The interview was carried in South Africa on M-Net's Carte Blanche on Friday night.
When asked about claims by some that an apparently hot-headed person like him should not carry a gun, Pistorius responded: "I don't even have an answer to that."
He then said, "There could have been many circumstances where I could have used a firearm, where I got assaulted - I had my firearm with me. I didn't go shoot or even pull it out."
Pistorius said he had "about 9 or 11 firearms" including two cheap second-hand shotguns, and had ordered a semi-automatic assault rifle at the time. His 9mm however was the only gun he kept at home, he said.
During the interview he was also questioned about claims that he got jealous before the shooting over an alleged message that Steenkamp's ex-boyfriend and rugby player Francois Hougaard had sent her.
"I don't know if she did receive a message from him. They dated for a short time. It didn't work between them and they split ways. And there had been a lot of time between the night that I took Reeva's life and the time that she split with him," he said.
"There had been nothing... between them and her and him anymore. If he did send her a message, they would have brought it up in evidence. They never did."
He also denied some claims that he had beaten Steenkamp with a cricket bat, or that he had taken steroids.
"It [the alleged cricket bat assault] never happened. The pathologist never brings it up [in the trial]," Pistorius said.

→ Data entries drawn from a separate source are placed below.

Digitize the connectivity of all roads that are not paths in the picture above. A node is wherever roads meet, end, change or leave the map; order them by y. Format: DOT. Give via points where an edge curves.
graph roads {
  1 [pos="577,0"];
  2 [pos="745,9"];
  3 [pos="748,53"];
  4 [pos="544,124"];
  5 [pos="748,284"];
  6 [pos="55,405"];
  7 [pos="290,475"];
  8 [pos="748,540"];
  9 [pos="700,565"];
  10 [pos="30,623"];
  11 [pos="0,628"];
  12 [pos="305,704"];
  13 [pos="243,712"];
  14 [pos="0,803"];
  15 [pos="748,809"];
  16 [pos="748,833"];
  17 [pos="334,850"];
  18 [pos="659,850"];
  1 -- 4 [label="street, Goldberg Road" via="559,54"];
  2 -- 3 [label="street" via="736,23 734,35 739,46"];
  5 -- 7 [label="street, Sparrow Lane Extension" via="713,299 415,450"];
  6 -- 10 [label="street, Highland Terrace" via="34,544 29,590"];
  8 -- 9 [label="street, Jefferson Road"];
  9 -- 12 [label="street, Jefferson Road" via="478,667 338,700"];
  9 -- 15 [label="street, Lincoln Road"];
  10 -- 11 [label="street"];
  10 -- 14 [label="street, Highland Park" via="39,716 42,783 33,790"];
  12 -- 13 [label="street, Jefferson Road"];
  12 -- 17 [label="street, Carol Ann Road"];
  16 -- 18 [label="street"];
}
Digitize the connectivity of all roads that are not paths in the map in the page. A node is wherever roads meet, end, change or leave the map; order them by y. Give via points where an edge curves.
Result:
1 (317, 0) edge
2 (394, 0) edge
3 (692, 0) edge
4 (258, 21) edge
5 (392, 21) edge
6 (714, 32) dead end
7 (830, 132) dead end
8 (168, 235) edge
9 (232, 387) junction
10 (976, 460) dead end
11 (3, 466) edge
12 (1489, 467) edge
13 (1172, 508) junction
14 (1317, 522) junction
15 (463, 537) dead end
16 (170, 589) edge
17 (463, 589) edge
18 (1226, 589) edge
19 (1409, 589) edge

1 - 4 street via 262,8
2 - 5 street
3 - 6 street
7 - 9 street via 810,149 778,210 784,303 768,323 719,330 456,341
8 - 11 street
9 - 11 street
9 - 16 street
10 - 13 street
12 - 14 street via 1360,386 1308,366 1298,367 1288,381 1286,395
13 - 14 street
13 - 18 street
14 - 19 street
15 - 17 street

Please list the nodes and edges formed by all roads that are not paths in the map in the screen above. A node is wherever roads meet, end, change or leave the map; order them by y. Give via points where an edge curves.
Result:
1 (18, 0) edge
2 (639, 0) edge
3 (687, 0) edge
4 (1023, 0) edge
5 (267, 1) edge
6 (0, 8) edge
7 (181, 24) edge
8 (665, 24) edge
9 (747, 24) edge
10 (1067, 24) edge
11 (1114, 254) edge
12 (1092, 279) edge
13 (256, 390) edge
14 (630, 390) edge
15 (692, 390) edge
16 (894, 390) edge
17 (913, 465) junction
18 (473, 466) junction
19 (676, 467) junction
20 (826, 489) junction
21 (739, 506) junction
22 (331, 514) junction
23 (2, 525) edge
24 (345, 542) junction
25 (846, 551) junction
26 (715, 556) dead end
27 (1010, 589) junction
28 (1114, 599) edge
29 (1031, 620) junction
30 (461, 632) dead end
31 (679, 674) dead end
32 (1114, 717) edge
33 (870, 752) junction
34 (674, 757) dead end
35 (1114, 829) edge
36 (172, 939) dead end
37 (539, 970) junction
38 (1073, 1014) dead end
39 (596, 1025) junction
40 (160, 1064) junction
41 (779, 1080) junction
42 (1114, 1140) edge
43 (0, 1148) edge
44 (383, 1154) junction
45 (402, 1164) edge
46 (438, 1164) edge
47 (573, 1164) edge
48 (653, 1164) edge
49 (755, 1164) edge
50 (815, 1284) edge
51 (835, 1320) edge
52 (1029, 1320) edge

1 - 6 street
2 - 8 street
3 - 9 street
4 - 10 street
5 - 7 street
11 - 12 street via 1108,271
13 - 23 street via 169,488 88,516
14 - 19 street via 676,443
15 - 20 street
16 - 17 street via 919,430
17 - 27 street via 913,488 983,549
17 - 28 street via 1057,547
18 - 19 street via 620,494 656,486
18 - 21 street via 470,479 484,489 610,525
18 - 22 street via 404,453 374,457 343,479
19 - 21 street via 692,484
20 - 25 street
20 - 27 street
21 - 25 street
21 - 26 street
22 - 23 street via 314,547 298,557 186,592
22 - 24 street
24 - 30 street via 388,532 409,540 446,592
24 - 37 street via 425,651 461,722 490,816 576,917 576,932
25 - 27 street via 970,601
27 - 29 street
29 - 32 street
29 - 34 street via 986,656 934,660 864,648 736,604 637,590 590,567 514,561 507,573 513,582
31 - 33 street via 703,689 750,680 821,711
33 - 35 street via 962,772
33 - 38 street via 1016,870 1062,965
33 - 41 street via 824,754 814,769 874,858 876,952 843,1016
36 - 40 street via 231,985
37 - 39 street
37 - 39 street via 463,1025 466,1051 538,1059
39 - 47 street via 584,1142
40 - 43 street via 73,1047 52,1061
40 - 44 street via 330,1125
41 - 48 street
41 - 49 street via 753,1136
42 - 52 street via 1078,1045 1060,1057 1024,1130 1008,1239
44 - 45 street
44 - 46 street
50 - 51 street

"There is never any evidence led about it. On the evidence given on the cricket bat, there is no evidence to substantiate that. Nothing.
"It is a lie, like you can't believe. That I took steroids, that I beat her head in with a cricket bat. None of it was true, but what was said at that point was already so damaging."
Pretoria High Court Judge Thokozile Masipa is expected to hand down sentence for murder for Pistorius on July 6.
The Supreme Court of Appeal previously overturned her verdict of culpable homicide and replaced it with one of murder.